There are a variety of specialized devices for cold-brewing coffee, including showy ones that pass water very slowly through the grounds, drop by drop, and plain functional ones in which the coffee is left to infuse in all the water overnight, then the brew drained from the grounds. The best known of these, the Toddy, is a plastic container with a thick feltlike pad that fits over a stoppered hole in its bottom. When the stopper is removed, the liquid drains through the mass of grounds and the pad, which filter out tiny coffee particles, letting a dark yet clear coffee concentrate drain into a pitcher. The concentrate can be diluted with either cold or hot water for a quick drink. Because it's quadruple-strength, it is also handy in cooking, to flavor things like ices and ice creams.

You can improvise a cold-brewing system using a French-press pot or just a pitcher or bowl, with fine sieves, cheesecloth, or cloth or paper filters to strain out the grounds. Infuse coarsely ground coffee overnight in cold water, about 5 cups for every 1/2-pound of coffee, then press or filter the brew from the grounds. In my experience this can become tedious because fine particles clog the filters. And if you leave particles in the brew, they cloud it and give it a rougher body.
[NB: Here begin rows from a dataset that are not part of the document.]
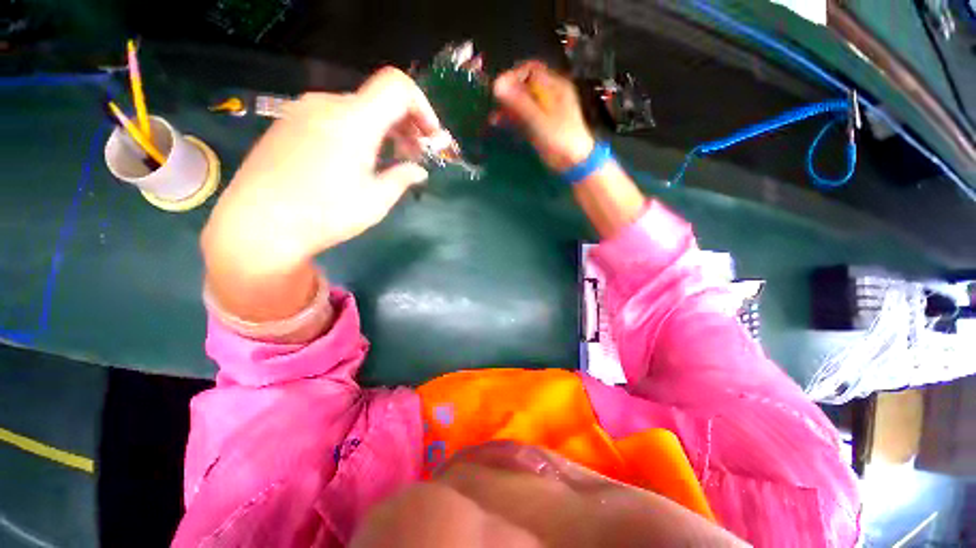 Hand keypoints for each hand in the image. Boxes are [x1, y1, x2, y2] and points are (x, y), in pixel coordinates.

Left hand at [203, 67, 441, 277]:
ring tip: (388, 160)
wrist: (257, 224)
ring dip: (381, 129)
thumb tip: (418, 171)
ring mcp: (303, 111)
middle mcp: (328, 104)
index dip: (422, 106)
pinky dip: (356, 131)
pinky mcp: (288, 123)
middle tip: (414, 155)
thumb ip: (402, 178)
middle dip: (405, 124)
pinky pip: (333, 117)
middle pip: (378, 98)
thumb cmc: (325, 213)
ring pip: (356, 109)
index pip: (397, 86)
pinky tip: (356, 159)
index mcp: (354, 119)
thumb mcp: (375, 201)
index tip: (430, 137)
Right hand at [493, 61, 594, 171]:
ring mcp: (544, 111)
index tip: (499, 88)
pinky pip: (522, 116)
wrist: (574, 163)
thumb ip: (519, 102)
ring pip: (522, 102)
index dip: (513, 76)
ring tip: (494, 117)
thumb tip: (497, 84)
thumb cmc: (560, 139)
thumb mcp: (539, 120)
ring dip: (507, 107)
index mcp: (554, 86)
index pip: (530, 70)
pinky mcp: (539, 125)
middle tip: (494, 103)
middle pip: (524, 86)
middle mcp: (549, 94)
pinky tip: (499, 123)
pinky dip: (511, 119)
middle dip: (508, 93)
Cold-brewed coffee is controversial. To summarize the substance of many recent interviews and blog posts: advocates praise its low acidity and lack of bitterness, and its intense but smooth flavor. Detractors find it lacking in aroma and body and say they get more of both by starting with a double-strength hot pour-over or French press. The pour-over, or a Chemex brew, can be made directly over ice cubes, the French press coffee added immediately to ice. With each, the ice melts and dilutes the coffee to an appropriate drinking strength. Some automatic coffee makers now offer settings and pre-measured coffee doses for brewing strong coffee onto ice.